“Under FISA order, signal would provide logs.”
How would Signal do this? Logs of what?
Corresponding parties? Messages? They don’t have them.
They’d have to rewrite their backend code to obtain them, and changes would also need to be made to the Signal client apps.
It would not matter if the FISA Court ordered that logs be produced in secret by Signal. Any such logs could not be obtained without significant changes to the way Signal works. Users would know.
Yes, Signal does have some shortcomings, but these are acceptable in most ‘use cases’ for most threat models.

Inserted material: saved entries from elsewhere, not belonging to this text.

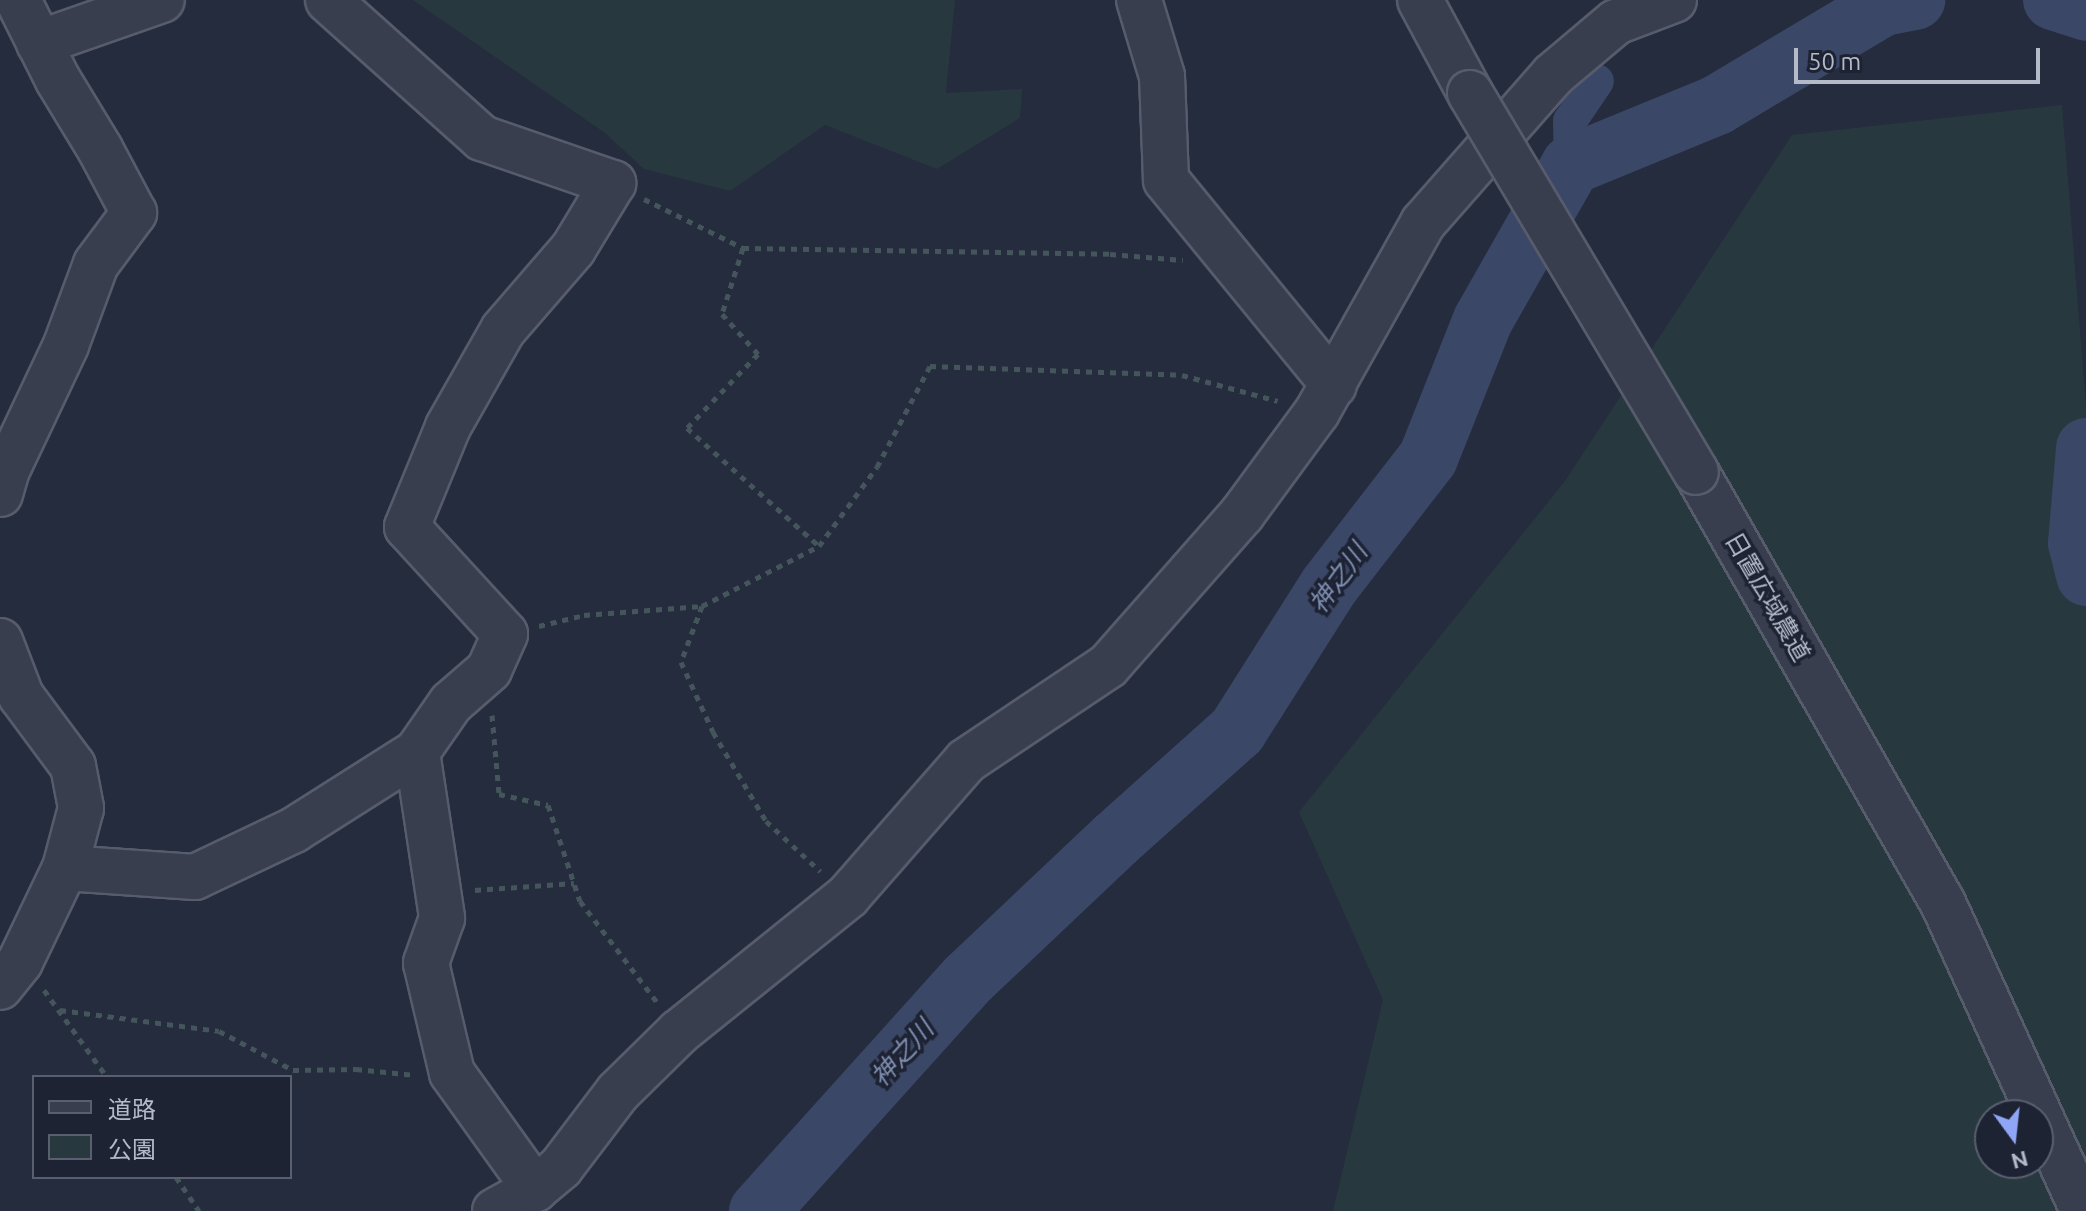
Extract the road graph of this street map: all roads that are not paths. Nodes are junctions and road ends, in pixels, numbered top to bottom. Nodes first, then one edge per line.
1 (18, 0) edge
2 (162, 0) edge
3 (328, 0) edge
4 (1139, 0) edge
5 (1420, 0) edge
6 (1674, 0) edge
7 (39, 43) junction
8 (1326, 398) junction
9 (0, 494) edge
10 (0, 641) edge
11 (417, 752) junction
12 (65, 868) junction
13 (10, 974) edge
14 (535, 1189) junction
15 (495, 1211) edge
16 (2083, 1211) edge

1 - 7 street
2 - 7 street
3 - 11 street
4 - 8 street
5 - 16 street, 日置広域農道, bridge
6 - 8 street
7 - 9 street
8 - 14 street
10 - 12 street
11 - 12 street
11 - 14 street
12 - 13 street
14 - 15 street

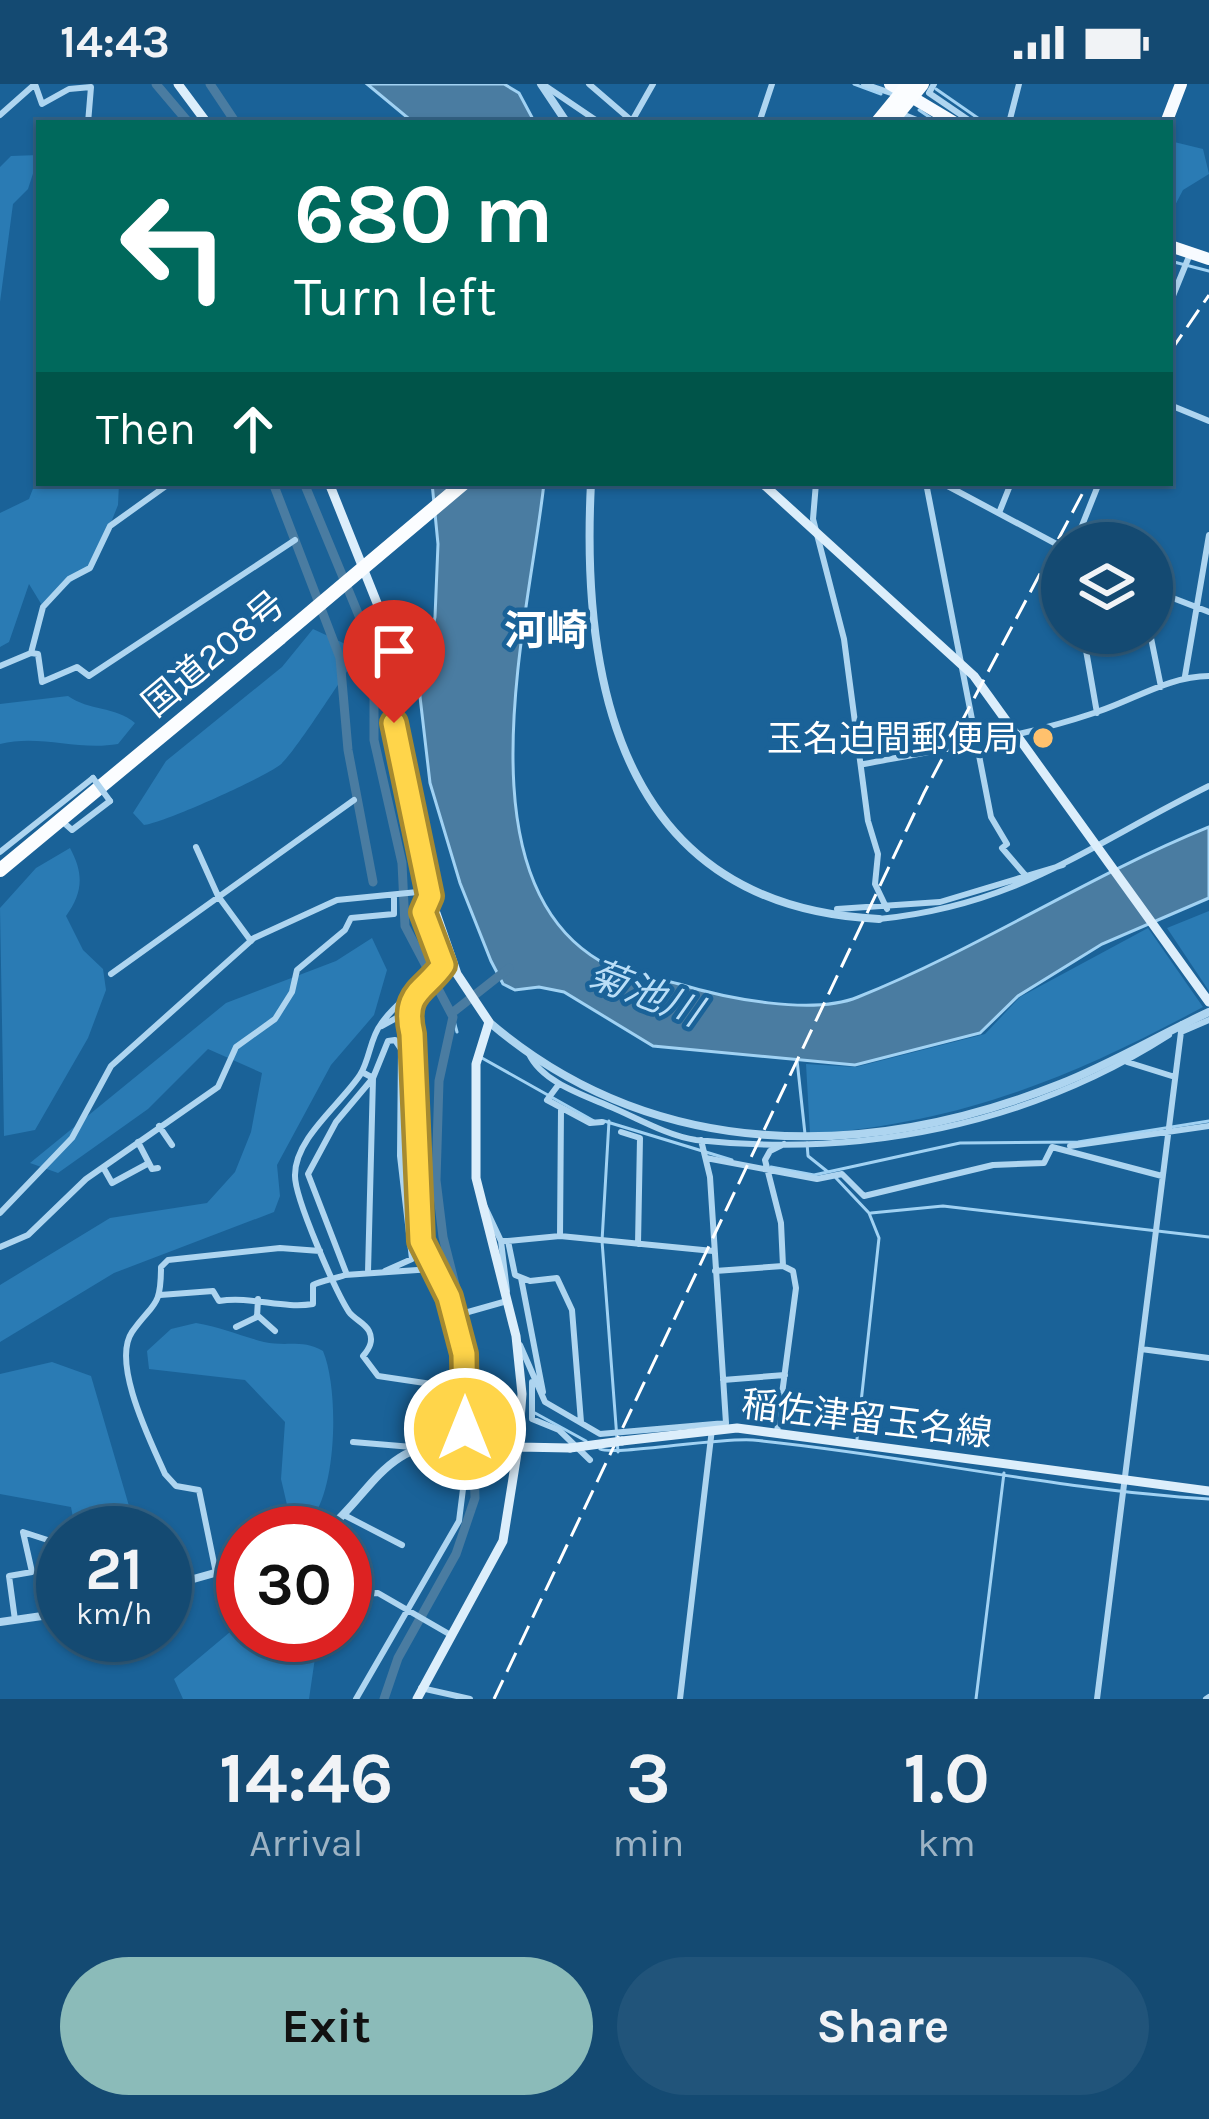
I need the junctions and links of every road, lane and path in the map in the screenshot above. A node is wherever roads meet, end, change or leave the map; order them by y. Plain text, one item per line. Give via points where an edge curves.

Signal is best used as a private, E2EE alternative to SMS. Only a fool would use it for the *most sensitive* of communications. (Like, you know, discussing an impending military strike…)
We all know of the alternatives, including (but not limited to) SimpleX, Session, Briar, Element etc.
@Vanilla_PuddinFudge
Yes…
… but that’s OK.
Lemme explain…
A Signal user will commonly have the client app installed on their mobile device.
They may also have a second client on a laptop that syncs the same data.
If the user goes on holiday for a week but leaves their laptop behind, it won’t be synced to the laptop.
On return from holiday, the laptop client uses its decryption keys to retrieve the last week’s worth of messages.
I *think* Signal can do this (retrieve cached messages from the Signal servers) for up to 14 days.
That said, the entire Signal cache is encrypted on their servers, and one’s messages are fully E2EE and retrievable only by the user.
(However, one weakness of Signal is that a desktop or laptop client’s cache is stored unencrypted. To secure these, one needs to use full disk encryption at the OS level or higher.)